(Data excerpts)
^^^^

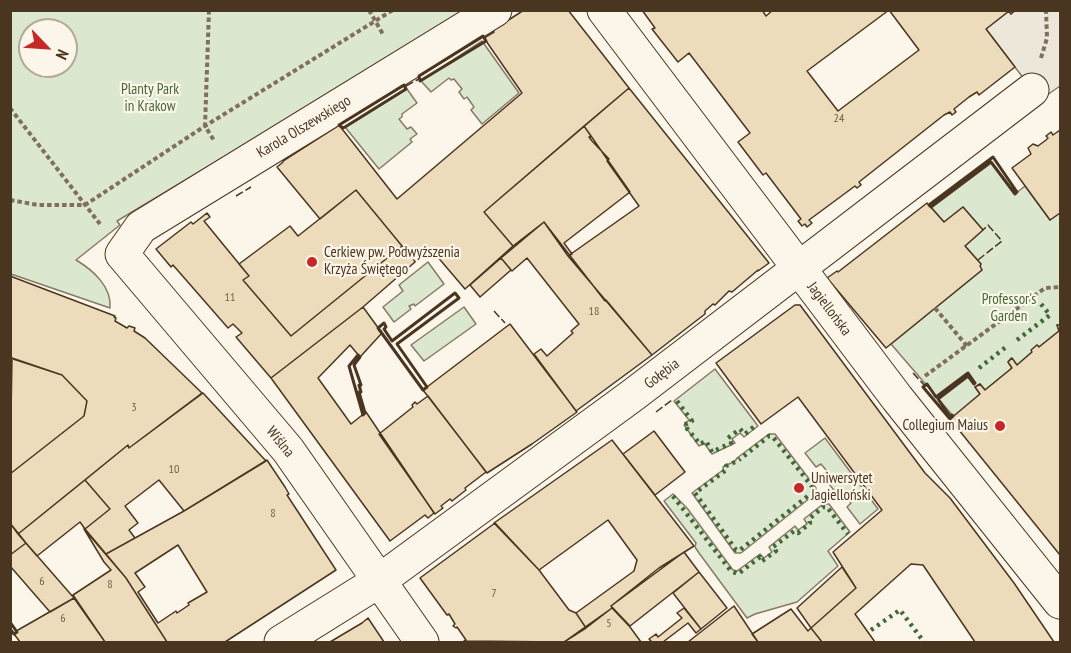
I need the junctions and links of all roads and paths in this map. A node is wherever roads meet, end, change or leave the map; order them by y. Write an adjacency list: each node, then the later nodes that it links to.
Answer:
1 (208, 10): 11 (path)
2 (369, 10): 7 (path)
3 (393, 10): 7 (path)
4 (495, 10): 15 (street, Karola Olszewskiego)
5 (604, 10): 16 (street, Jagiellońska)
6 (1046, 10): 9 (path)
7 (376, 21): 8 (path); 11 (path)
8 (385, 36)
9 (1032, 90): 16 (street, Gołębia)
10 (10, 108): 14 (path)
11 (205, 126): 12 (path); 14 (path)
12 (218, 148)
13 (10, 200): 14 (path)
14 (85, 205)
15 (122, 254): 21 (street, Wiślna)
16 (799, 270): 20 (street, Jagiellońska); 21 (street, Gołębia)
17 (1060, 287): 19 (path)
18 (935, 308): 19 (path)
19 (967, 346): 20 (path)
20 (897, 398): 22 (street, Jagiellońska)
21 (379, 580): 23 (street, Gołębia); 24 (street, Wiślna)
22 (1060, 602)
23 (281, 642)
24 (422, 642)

^^^^

▶ **WHAT TO DO**
Reproduce every entry exactly, but omit each picture.

▶ **REPLY TO THE EXERCISE**
I need the junctions and links of all roads and paths in this map. A node is wherever roads meet, end, change or leave the map; order them by y. Write an adjacency list: each node, then the later nodes that it links to.
Answer:
1 (208, 10): 11 (path)
2 (369, 10): 7 (path)
3 (393, 10): 7 (path)
4 (495, 10): 15 (street, Karola Olszewskiego)
5 (604, 10): 16 (street, Jagiellońska)
6 (1046, 10): 9 (path)
7 (376, 21): 8 (path); 11 (path)
8 (385, 36)
9 (1032, 90): 16 (street, Gołębia)
10 (10, 108): 14 (path)
11 (205, 126): 12 (path); 14 (path)
12 (218, 148)
13 (10, 200): 14 (path)
14 (85, 205)
15 (122, 254): 21 (street, Wiślna)
16 (799, 270): 20 (street, Jagiellońska); 21 (street, Gołębia)
17 (1060, 287): 19 (path)
18 (935, 308): 19 (path)
19 (967, 346): 20 (path)
20 (897, 398): 22 (street, Jagiellońska)
21 (379, 580): 23 (street, Gołębia); 24 (street, Wiślna)
22 (1060, 602)
23 (281, 642)
24 (422, 642)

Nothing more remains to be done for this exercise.